Hello, friends!

You’re receiving this e-mail or reading this article because you are a subscriber (or, perhaps, soon to be a subscriber?) to The Progressive Cafe, formerly on Substack and now on Beehiiv.

Today we’re going to talk mostly about what this platform is going to be used for going forward, and I hope you’ll stick around for it.

And as always, if you have a suggestion for a topic for me to cover, I’ll be happy to cover it here!

The Future Of The Progressive Cafe

Originally, The Progressive Cafe was a generally-weekly publications where I’d bring you some kind of dive into some topic or another. For example, here’s one we did back on June 1st, 2024, about the proposition of a national service plan in Britain and whether that’s worth taking a look at in the US. I love doing deep-dives, but I don’t know about making that a weekly project simply because sometimes something will take longer than a week to make, while other times something I might want to say might be in response to a breaking news situation.

But the trick is, for breaking news situations, I’ve been using my Youtube channel, Dystopian Review, to make “Dystopian Report” where I focus on the more dystopian aspects of news events under the Trump regime. For example, here’s a video I made about Twitter’s CSAM-generating chat bot, Grok. After all, what’s more dystopian-coded than a CSAM making machine?

You can kind of see how this presents me with two different paths to related, but different goals, right? I can probably scrape together a justification to talk about Medicare For All as part of a Dystopian Report, and can even talk about healthcare as a dystopian “pay to survive” system, but it’s hard to make that a topic in-and-of-itself.

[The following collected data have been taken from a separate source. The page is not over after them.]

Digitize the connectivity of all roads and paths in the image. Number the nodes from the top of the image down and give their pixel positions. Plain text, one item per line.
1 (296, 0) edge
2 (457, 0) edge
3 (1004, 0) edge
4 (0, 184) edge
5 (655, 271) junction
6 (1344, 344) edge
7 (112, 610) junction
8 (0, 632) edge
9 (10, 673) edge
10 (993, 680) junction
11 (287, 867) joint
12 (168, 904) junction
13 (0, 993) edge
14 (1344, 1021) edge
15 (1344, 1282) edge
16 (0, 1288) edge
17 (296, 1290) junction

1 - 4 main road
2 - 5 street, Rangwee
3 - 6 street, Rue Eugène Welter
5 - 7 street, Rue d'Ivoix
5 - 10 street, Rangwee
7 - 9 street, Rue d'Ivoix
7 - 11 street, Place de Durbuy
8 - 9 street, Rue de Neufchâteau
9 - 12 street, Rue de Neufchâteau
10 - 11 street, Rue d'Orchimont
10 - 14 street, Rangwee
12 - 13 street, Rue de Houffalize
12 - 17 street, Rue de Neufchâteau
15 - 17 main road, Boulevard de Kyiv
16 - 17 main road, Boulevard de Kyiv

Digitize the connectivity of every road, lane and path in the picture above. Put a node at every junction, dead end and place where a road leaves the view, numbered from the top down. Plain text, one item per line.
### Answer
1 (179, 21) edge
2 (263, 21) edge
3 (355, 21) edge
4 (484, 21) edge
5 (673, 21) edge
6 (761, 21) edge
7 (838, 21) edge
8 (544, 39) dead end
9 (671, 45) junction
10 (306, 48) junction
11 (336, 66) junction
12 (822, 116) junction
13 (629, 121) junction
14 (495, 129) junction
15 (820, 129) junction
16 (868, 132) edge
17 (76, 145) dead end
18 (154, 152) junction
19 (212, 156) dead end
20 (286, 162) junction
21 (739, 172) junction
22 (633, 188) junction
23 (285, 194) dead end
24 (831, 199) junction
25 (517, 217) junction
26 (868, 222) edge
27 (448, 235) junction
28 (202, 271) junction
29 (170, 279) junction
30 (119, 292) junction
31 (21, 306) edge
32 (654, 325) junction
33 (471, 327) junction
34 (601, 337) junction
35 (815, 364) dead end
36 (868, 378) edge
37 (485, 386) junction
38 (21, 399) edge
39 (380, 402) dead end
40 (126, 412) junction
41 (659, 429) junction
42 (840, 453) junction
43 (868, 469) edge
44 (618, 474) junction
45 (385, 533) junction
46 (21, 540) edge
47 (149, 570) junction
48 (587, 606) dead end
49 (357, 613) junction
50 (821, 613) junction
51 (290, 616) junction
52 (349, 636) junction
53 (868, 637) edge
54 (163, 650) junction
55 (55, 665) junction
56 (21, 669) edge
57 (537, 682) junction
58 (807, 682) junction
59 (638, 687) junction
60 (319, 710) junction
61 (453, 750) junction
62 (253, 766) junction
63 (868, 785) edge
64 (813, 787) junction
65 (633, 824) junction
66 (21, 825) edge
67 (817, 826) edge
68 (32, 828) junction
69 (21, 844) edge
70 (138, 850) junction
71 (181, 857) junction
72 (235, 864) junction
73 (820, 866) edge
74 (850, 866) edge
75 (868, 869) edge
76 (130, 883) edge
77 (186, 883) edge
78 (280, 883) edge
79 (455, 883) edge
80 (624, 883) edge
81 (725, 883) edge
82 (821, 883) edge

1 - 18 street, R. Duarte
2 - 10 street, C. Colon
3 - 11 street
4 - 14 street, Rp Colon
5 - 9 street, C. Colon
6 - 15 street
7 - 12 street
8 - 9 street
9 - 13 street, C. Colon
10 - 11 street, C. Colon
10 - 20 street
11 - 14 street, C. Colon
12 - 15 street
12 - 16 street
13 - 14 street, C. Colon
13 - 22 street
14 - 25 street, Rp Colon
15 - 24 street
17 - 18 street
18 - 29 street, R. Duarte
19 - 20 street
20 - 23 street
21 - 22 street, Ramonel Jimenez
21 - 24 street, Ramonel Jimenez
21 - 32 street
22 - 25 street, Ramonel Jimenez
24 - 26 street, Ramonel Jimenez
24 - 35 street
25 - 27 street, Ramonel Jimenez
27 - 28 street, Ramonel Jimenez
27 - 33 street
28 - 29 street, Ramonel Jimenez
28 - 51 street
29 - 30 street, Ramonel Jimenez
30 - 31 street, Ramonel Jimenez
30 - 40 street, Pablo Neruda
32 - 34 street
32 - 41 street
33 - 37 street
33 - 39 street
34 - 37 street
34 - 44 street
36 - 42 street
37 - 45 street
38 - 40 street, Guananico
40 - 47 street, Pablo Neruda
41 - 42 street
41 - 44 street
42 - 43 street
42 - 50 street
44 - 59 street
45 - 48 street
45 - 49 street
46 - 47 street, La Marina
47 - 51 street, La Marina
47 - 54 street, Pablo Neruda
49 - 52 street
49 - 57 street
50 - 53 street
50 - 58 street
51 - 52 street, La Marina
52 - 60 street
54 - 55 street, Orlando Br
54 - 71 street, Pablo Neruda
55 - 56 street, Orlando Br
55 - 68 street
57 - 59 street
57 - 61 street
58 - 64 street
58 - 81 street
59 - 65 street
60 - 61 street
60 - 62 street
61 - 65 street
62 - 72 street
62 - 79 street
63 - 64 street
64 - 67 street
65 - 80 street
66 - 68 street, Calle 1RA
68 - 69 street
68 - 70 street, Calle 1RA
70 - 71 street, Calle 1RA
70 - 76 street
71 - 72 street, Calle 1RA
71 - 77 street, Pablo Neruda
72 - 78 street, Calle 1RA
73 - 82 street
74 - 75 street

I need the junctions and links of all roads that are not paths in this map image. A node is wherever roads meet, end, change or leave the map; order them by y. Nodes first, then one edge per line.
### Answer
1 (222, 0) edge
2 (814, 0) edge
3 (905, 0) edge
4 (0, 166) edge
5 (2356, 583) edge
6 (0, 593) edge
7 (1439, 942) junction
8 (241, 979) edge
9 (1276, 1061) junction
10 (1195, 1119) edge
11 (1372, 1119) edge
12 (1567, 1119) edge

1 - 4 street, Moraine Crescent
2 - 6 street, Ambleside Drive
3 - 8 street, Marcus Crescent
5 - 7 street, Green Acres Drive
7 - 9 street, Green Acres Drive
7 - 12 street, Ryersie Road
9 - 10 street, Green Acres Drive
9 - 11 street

…Meanwhile, my old Substack has an article on Medicare For All I was planning on linking to, but it doesn’t seem to have transferred over to here; at least not yet? That’s…Disappointing. But it’s also fixed easily enough - just copy-paste the old article and images and we’re good, I think. In fact, it might even give me an opportunity to touch it up with any new facets or changes since the original was published.

Sorry, that kind of broke my brain for a second.

Anyway, as I was saying: Dystopian Report is great for talking about the darker-edged stuff, but when it comes to talking about stuff that’s aspirational, that’s hopeful, that’s for-a-better-future? That stuff doesn’t necessarily come across as well on a Dystopian-themed channel.

And as for talking about depressing, dystopian news at The Progressive Cafe? The problem is simply inverted; do you really want to hear me talk about the surveillance panopticon here? I’m sure it gets some mention, sure, but is that what people really want to talk about at a place ostensibly about the hope of the future?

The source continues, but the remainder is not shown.